Luckily, Mrs. Mayhew hadn’t changed her mind about the menus. I wouldn’t want to have to question Monsieur Valbois as well.

But today would be anything but routine. I’d never assisted in a garden party and I had no idea what was in store for me. All I knew for certain was that I was to be present at all times, as Madam put it, “just in case.” In case of what, I could only imagine. So I took advantage of the only time I knew would be my own today and was out the door at first light, my hand lens around my neck and specimen jars in my carryall bag. I made my way across the lawn to the gravel path that followed the cliff and, having a choice, hiked southward. Again I paused as the sun rose over the ocean. I don’t think I could ever tire of the sight. I hiked less than a mile, at different times passing through a stile, down a series of steps, by a rose garden that rivaled Mrs. Mayhew’s, by a boathouse and through several stone archways, all the while following the path as it wound along, passing other great “cottages” on the right and sheer cliff drops on the left. And all the while I couldn’t keep a smile from my face.

I collected new specimen after new specimen, some right along the path, some requiring a scramble through the brush, one I had to lie on my stomach and, cautiously leaning over, pull from the cliff face itself.

I might need a larger plant press,
I thought to my delight.

With the exception of when I started my collection, I’d never added so many new species at one time, and I’d barely gone a mile from the house. I was reluctant to return, as I hadn’t found a way down the cliffs to the plethora of algae and other sea plants that clung to the rocks below, but I had to get back. When I entered, Britta, the parlormaid, was descending the stairs.

“What have you been doing, Hattie?” she asked, laughing and pointing at my dress.

I glanced down. I thought I had thoroughly brushed the gravel from my bodice but instead saw hundreds of tiny seeds and burrs clinging to my skirt.

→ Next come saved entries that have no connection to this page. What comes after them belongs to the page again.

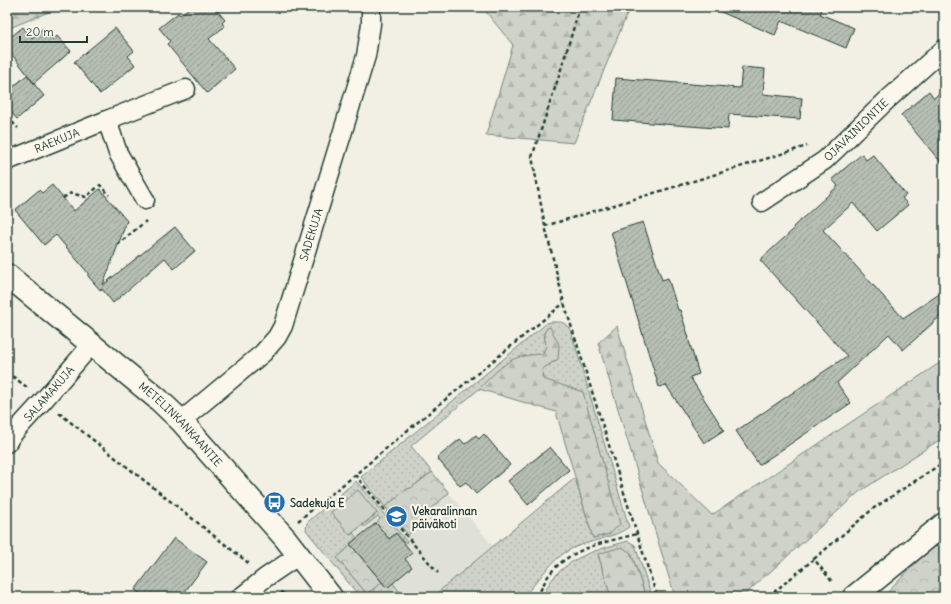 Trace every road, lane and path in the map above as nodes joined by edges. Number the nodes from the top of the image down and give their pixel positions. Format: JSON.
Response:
{"nodes":[{"id":1,"x":371,"y":7,"type":"edge"},
{"id":2,"x":580,"y":7,"type":"edge"},
{"id":3,"x":944,"y":49,"type":"edge"},
{"id":4,"x":186,"y":89,"type":"dead end"},
{"id":5,"x":7,"y":118,"type":"edge"},
{"id":6,"x":107,"y":120,"type":"junction"},
{"id":7,"x":18,"y":128,"type":"dead end"},
{"id":8,"x":811,"y":145,"type":"dead end"},
{"id":9,"x":7,"y":162,"type":"edge"},
{"id":10,"x":109,"y":195,"type":"dead end"},
{"id":11,"x":63,"y":198,"type":"dead end"},
{"id":12,"x":145,"y":200,"type":"dead end"},
{"id":13,"x":762,"y":202,"type":"dead end"},
{"id":14,"x":147,"y":220,"type":"dead end"},
{"id":15,"x":545,"y":226,"type":"junction"},
{"id":16,"x":117,"y":246,"type":"dead end"},
{"id":17,"x":7,"y":275,"type":"edge"},
{"id":18,"x":564,"y":303,"type":"junction"},
{"id":19,"x":92,"y":344,"type":"junction"},
{"id":20,"x":7,"y":372,"type":"edge"},
{"id":21,"x":43,"y":401,"type":"junction"},
{"id":22,"x":181,"y":421,"type":"junction"},
{"id":23,"x":7,"y":443,"type":"edge"},
{"id":24,"x":944,"y":462,"type":"edge"},
{"id":25,"x":355,"y":475,"type":"junction"},
{"id":26,"x":944,"y":524,"type":"edge"},
{"id":27,"x":637,"y":534,"type":"junction"},
{"id":28,"x":285,"y":538,"type":"junction"},
{"id":29,"x":299,"y":555,"type":"junction"},
{"id":30,"x":814,"y":559,"type":"junction"},
{"id":31,"x":438,"y":573,"type":"dead end"},
{"id":32,"x":265,"y":578,"type":"junction"},
{"id":33,"x":834,"y":583,"type":"dead end"},
{"id":34,"x":241,"y":597,"type":"edge"},
{"id":35,"x":287,"y":597,"type":"edge"},
{"id":36,"x":331,"y":597,"type":"edge"},
{"id":37,"x":537,"y":597,"type":"edge"},
{"id":38,"x":657,"y":597,"type":"edge"},
{"id":39,"x":768,"y":597,"type":"edge"},
{"id":40,"x":854,"y":597,"type":"edge"}],
"edges":[{"from":1,"to":22,"type":"street","name":"SADEKUJA"},
{"from":2,"to":15,"type":"path"},
{"from":3,"to":13,"type":"street","name":"OJAVAINIONTIE"},
{"from":4,"to":6,"type":"street","name":"RAEKUJA"},
{"from":5,"to":7,"type":"path"},
{"from":6,"to":9,"type":"street","name":"RAEKUJA"},
{"from":6,"to":12,"type":"street"},
{"from":8,"to":15,"type":"path"},
{"from":10,"to":11,"type":"path"},
{"from":14,"to":16,"type":"path"},
{"from":15,"to":18,"type":"path"},
{"from":17,"to":19,"type":"street","name":"METELINKANKAANTIE"},
{"from":18,"to":25,"type":"path"},
{"from":18,"to":27,"type":"path"},
{"from":19,"to":21,"type":"street","name":"SALAMAKUJA"},
{"from":19,"to":22,"type":"street","name":"METELINKANKAANTIE"},
{"from":20,"to":21,"type":"path"},
{"from":21,"to":23,"type":"street","name":"SALAMAKUJA"},
{"from":21,"to":32,"type":"path"},
{"from":22,"to":28,"type":"street","name":"METELINKANKAANTIE"},
{"from":24,"to":30,"type":"path"},
{"from":25,"to":28,"type":"path"},
{"from":25,"to":31,"type":"path"},
{"from":26,"to":40,"type":"street"},
{"from":27,"to":37,"type":"path"},
{"from":27,"to":38,"type":"path"},
{"from":28,"to":29,"type":"street","name":"METELINKANKAANTIE"},
{"from":29,"to":32,"type":"street"},
{"from":29,"to":36,"type":"street","name":"METELINKANKAANTIE"},
{"from":30,"to":33,"type":"path"},
{"from":30,"to":39,"type":"path"},
{"from":32,"to":34,"type":"street"},
{"from":32,"to":35,"type":"path"}]} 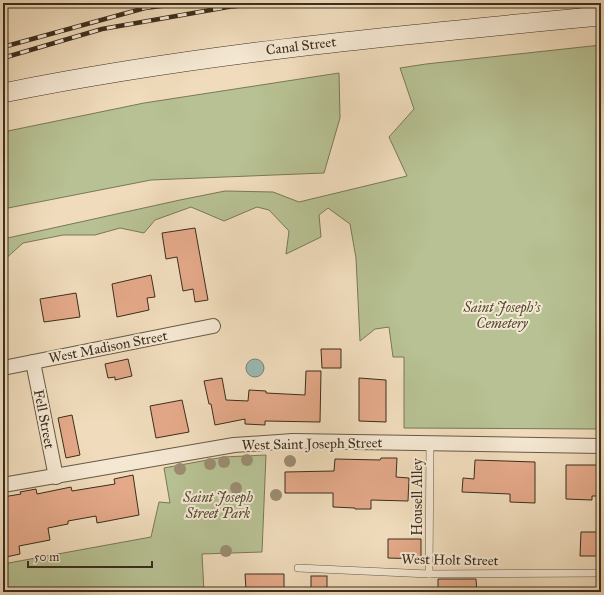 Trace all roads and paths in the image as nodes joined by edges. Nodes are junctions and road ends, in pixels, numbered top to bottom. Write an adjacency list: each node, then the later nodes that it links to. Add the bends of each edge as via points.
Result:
1 (601, 16): 2 (street, Canal Street, via 356,39 238,54)
2 (3, 93)
3 (213, 326): 4 (street, West Madison Street)
4 (32, 362): 5 (street, West Madison Street); 8 (street, Fell Street)
5 (3, 368)
6 (430, 443): 7 (street, West Saint Joseph Street); 8 (street, West Saint Joseph Street, via 246,443); 12 (lane, Housell Alley)
7 (601, 446)
8 (56, 477): 9 (street, West Saint Joseph Street)
9 (3, 485)
10 (298, 568): 12 (lane, West Holt Street)
11 (601, 573): 12 (lane, West Holt Street)
12 (430, 574)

I hadn’t noticed them before but couldn’t wait to determine if they belonged to plants new to my collection. “I took the path along the cliffs,” I said.

“It looks like you missed the path and found the bushes instead,” she said, smiling. “Remind me not to go walking with you! Now go change before Mrs. Crankshaw sees you.” She scrunched up her nose and pushed out her lips, mimicking Mrs. Crankshaw’s most sour expression. “I don’t take to girls bringing home bushes on their skirts!” Britta was still laughing as I raced up the back stairs to change.

 

“No, Jane, Caroline Astor hasn’t called on me. I don’t know what it will take, but mark my words, that woman is going to acknowledge me yet! But that’s not why I called. It’s about Gideon. I think he’s cheating on me again,” I overheard Mrs. Mayhew say as I was about to enter the drawing room. Silence followed. “He spends every morning in his gymnasium.” Silence. “I know he’s always done that, but now he spends even more time. And”—she hesitated for dramatic effect—“he’s staying in New York.” More silence. “I know he’s supposed to be here for the party. That’s why I think there’s something going on. And now who am I going to get to stand in for Gideon?” Another hesitation. “You’re right. It isn’t the first time; it won’t be the last. I have enough to worry about without this!”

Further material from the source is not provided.